[TASK DESCRIPTION]
What lines in the records below contain the string "joint"? Copy every one.

[DATA TO EXAMINE]

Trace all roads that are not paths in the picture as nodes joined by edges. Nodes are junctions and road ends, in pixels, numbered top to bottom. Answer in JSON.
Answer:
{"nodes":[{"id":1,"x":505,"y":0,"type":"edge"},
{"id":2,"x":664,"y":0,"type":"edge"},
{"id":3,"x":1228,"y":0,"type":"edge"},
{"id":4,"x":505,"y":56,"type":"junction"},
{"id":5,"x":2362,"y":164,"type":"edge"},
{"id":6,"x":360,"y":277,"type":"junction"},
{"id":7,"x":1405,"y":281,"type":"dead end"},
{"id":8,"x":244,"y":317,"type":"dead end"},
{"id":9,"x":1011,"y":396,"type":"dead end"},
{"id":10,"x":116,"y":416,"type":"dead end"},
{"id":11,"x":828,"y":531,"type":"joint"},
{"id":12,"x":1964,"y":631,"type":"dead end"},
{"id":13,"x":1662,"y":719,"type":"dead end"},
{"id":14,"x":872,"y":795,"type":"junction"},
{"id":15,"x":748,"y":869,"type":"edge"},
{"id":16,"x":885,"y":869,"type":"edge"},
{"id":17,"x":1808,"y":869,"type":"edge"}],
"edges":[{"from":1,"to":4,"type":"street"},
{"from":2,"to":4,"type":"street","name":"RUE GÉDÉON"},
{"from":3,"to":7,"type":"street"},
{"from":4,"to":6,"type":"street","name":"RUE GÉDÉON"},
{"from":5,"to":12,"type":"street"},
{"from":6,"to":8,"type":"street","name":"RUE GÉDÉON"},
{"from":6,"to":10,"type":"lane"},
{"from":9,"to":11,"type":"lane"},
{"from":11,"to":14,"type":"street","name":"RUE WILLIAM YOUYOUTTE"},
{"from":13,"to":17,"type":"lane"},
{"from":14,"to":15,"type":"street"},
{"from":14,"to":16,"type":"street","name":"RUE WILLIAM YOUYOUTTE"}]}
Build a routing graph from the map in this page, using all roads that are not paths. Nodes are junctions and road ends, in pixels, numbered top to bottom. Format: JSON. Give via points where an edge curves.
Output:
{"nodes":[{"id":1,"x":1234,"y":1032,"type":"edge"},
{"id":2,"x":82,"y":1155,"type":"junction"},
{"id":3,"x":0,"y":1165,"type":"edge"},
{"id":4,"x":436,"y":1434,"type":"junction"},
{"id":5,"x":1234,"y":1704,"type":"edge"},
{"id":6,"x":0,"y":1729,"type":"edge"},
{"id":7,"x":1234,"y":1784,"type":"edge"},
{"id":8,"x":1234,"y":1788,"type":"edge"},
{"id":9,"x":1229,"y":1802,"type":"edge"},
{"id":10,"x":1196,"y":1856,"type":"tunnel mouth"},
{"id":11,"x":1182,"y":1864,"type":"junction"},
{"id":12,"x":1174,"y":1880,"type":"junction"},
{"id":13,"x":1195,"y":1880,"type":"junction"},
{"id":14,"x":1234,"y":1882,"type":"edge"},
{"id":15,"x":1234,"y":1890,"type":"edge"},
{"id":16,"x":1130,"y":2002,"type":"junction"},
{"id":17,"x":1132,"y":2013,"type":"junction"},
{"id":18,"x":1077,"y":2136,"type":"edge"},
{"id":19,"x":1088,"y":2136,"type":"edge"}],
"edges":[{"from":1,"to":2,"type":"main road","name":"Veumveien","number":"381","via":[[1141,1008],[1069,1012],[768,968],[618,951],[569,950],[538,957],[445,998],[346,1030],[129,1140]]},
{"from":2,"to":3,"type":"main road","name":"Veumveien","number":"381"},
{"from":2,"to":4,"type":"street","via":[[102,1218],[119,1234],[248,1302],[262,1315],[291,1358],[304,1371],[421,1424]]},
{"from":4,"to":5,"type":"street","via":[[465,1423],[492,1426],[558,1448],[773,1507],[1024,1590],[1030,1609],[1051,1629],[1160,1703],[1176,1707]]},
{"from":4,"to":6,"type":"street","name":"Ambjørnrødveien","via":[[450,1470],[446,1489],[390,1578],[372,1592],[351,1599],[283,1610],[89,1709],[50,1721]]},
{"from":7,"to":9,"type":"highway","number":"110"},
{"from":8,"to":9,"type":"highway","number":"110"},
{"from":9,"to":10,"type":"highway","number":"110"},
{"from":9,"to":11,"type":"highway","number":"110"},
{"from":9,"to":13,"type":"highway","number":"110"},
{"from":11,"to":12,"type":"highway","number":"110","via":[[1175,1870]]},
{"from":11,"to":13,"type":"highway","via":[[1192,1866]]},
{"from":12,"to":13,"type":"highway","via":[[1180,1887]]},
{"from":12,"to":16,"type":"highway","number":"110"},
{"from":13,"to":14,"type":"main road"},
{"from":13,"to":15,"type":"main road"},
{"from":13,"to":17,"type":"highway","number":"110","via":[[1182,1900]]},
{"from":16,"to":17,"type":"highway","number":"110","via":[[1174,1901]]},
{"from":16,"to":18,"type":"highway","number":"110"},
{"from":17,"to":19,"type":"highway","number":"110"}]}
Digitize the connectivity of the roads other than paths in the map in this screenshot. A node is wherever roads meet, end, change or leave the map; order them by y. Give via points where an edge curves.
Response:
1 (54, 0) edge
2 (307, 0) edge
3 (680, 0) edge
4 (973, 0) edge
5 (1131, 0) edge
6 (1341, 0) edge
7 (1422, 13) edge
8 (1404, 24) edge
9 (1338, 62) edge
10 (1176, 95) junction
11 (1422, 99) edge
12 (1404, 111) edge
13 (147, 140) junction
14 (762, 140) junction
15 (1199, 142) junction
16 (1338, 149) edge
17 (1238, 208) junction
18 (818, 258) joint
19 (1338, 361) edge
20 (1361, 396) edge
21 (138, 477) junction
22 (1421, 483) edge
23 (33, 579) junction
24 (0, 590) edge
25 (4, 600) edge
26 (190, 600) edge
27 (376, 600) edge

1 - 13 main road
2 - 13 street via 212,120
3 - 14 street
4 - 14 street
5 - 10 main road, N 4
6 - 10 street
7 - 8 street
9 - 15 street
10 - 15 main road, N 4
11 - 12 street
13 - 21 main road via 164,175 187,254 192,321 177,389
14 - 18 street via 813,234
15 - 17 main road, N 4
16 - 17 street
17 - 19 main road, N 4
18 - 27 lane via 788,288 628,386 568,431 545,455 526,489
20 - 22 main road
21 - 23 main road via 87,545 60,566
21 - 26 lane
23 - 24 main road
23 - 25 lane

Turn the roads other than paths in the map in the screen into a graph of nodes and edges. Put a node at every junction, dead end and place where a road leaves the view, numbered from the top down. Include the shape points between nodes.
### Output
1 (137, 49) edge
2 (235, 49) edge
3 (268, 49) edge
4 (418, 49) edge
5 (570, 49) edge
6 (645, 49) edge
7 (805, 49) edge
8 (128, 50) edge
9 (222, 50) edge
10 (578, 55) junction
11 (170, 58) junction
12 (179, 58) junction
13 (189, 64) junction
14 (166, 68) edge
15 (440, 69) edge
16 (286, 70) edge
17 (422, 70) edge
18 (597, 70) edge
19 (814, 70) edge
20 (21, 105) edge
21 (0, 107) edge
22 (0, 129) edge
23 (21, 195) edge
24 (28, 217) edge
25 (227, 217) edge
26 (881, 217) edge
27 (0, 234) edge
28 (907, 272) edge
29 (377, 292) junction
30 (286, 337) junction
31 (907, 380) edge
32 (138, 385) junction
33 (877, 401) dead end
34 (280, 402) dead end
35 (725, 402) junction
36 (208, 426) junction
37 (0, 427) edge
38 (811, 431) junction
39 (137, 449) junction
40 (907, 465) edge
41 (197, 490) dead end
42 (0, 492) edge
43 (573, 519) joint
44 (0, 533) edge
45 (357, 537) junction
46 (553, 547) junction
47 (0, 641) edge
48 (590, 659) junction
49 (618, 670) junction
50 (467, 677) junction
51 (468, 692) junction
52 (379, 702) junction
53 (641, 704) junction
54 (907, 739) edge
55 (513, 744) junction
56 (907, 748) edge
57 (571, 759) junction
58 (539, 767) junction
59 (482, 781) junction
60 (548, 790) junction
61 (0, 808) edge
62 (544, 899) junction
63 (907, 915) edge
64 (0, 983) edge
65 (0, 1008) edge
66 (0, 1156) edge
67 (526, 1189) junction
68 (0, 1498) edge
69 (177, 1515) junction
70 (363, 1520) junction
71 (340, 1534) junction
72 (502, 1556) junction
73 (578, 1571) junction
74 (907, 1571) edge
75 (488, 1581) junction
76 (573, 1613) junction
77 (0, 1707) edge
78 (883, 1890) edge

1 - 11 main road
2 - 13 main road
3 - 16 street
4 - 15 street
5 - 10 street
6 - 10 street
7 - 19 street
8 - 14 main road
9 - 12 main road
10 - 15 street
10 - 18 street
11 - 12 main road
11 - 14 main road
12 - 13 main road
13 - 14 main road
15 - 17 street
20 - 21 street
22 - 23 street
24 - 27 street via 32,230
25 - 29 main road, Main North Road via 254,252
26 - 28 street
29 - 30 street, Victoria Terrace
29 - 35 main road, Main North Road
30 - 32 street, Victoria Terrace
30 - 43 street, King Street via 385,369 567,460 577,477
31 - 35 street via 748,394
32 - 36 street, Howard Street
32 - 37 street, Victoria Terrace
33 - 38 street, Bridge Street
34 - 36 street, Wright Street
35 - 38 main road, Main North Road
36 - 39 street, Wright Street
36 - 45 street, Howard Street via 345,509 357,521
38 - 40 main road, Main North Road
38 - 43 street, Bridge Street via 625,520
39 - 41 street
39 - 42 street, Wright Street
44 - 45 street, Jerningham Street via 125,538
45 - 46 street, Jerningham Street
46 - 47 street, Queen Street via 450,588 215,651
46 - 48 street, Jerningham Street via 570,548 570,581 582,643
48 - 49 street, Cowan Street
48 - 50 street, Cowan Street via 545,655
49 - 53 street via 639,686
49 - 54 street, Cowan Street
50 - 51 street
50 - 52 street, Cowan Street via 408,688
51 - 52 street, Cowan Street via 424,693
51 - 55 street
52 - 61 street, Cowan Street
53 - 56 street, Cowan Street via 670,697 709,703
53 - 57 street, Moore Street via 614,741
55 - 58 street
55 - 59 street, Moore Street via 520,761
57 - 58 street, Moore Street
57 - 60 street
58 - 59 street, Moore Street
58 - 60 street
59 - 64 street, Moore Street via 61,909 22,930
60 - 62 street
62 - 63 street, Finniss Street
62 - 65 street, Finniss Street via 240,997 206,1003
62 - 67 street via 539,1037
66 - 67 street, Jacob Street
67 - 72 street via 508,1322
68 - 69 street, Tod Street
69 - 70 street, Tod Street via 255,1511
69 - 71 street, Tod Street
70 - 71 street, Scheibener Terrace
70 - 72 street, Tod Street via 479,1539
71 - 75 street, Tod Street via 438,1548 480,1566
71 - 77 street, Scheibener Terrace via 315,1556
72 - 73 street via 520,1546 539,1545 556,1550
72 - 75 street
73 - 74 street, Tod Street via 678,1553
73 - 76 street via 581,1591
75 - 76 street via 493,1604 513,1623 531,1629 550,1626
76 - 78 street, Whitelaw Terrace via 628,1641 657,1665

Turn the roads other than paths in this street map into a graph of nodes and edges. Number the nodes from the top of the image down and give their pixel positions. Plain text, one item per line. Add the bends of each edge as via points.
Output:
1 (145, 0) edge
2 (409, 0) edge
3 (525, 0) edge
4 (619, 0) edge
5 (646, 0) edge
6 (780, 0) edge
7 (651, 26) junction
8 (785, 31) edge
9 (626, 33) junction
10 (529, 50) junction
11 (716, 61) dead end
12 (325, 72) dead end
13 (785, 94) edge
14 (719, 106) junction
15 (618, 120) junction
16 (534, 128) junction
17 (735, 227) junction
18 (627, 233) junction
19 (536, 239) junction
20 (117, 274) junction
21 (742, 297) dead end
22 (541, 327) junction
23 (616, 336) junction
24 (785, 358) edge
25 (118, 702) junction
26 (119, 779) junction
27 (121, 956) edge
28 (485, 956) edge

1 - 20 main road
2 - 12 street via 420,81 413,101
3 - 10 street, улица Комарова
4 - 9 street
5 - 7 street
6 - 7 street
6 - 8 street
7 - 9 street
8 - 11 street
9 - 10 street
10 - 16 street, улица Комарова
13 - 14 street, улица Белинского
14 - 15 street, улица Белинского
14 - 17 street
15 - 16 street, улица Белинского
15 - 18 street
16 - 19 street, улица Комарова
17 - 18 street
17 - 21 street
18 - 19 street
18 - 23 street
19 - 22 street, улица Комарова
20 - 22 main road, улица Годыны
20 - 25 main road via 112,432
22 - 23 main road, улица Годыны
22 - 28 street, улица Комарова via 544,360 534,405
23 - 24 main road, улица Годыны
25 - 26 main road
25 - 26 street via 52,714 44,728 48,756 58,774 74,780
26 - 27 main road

[YOUR SOLUTION]
{"id":11,"x":828,"y":531,"type":"joint"},
18 (818, 258) joint
43 (573, 519) joint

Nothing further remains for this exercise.